It’s not what I expected. Things with Jovie Ross seldom are.

All I want to do is scream after her, to stop her from walking away from me again, but the farther she gets, the tighter my throat clenches.

I got what I wanted, right? She answered my question, but…

I look up and she’s gone.

“Hey, Will. Where’s Jovie going?”

I’m not sure who asks it. I don’t even bother trying to answer them. Instead, I walk down the hallway, following the trailing echoes of her shoes.

Not here. She begged me and I didn’t listen.

I reach the parking lot and there she is.

Flashes of a different age take over my mind. Jovie in her torn, pink dress and puffy cheeks, sitting on my old, crappy moped with a sweet smile and seductive eyes.

Does this POS seat two?

But she’s older now. Her dress wasn’t swiped off a bargain clothes rack. Her eyes aren’t obscured by a thick layer of pure black eyeliner. Her cheeks are still a little puffy but the tears streaming down her face explain that much.

She’s leaning against the passenger door of her car, waiting for me. I have the keys, I guess.

She sees me approaching and wipes her eyes and nose. Her head stays down as she turns to grip the door handle, signaling a need for silence and I don’t question it.

Not here.

The drive home is torture. I almost think to take the long way just to stall the inevitable pain a few minutes longer. She stares out the window beside her, carefully wiping her face as another tear sneaks out every few minutes.

God, what have I done?

First Street is quiet; deserted by those still at the dance. The creaking car door echoes down the street the moment I park as Jovie throws the thing open and steps outside. She’s already fished her keys out and unlocked the door by the time I catch up with her.

As she enters the hallway, she reaches behind her and grips the zipper along the back of her dress.

I hang the car keys on the hook by the door out of habit. I stand in the living room, listening closely to the shuffling of her feet in the bedroom. She rolls open a dresser drawer. Tosses her shoes into the closet. She sniffs quietly.

I wander slowly, following the isolated sounds to the bedroom and lean against the door frame to look inside.

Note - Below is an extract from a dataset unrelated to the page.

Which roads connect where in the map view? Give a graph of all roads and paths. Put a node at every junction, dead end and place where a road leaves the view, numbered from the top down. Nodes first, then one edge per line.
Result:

Jovie sits on the edge of the bed with her eyes on the floor, wearing her jeans with the torn knees and an old, red sweater. Sneakers on her feet. Hair in a simple ponytail. Back to normal. No less breathtaking, though.

Her voice cracks. “I was pregnant.”

I stare at the top of her head. “When?” I ask.

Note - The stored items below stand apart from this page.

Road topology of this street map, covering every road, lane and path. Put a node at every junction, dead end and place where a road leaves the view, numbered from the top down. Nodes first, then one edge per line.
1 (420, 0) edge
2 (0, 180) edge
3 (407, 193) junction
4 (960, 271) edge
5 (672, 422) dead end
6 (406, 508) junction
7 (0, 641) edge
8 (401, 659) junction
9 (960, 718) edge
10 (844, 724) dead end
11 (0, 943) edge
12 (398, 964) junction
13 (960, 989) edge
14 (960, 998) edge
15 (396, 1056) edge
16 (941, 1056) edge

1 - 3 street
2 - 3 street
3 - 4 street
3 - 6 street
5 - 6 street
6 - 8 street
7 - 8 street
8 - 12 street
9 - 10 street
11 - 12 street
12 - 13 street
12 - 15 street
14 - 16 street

“When you broke up with me,” she says to the floor, “I was pregnant.”

I shift as the pain starts in my gut. As if it were possible for me to feel any worse about that moment in time. I didn’t just call Jovie Ross a horrible, selfish child. I said it to the mother of my baby.

“For how long?” I ask.

She shakes her head. “Not long. A month, maybe. I found out just before Valentine’s.”

“Why didn’t you tell me?”

“Because you broke up with me.”

“Jove…” I flex my jaw, “I think something like that transcends a breakup.”

“I was going to tell you,” she says, talking slowly, “but then you spoke first.”

“I spoke first? That’s your excuse?”

She wipes another tear away and looks up. “I was caught off-guard by what you said to me and how you suddenly didn’t want to get married anymore and I just…” She catches her breath. “I couldn’t say anything. I couldn’t feel anything. So, I went home, cried for hours, figured I’d talk to you once everything calmed down but then it happened.”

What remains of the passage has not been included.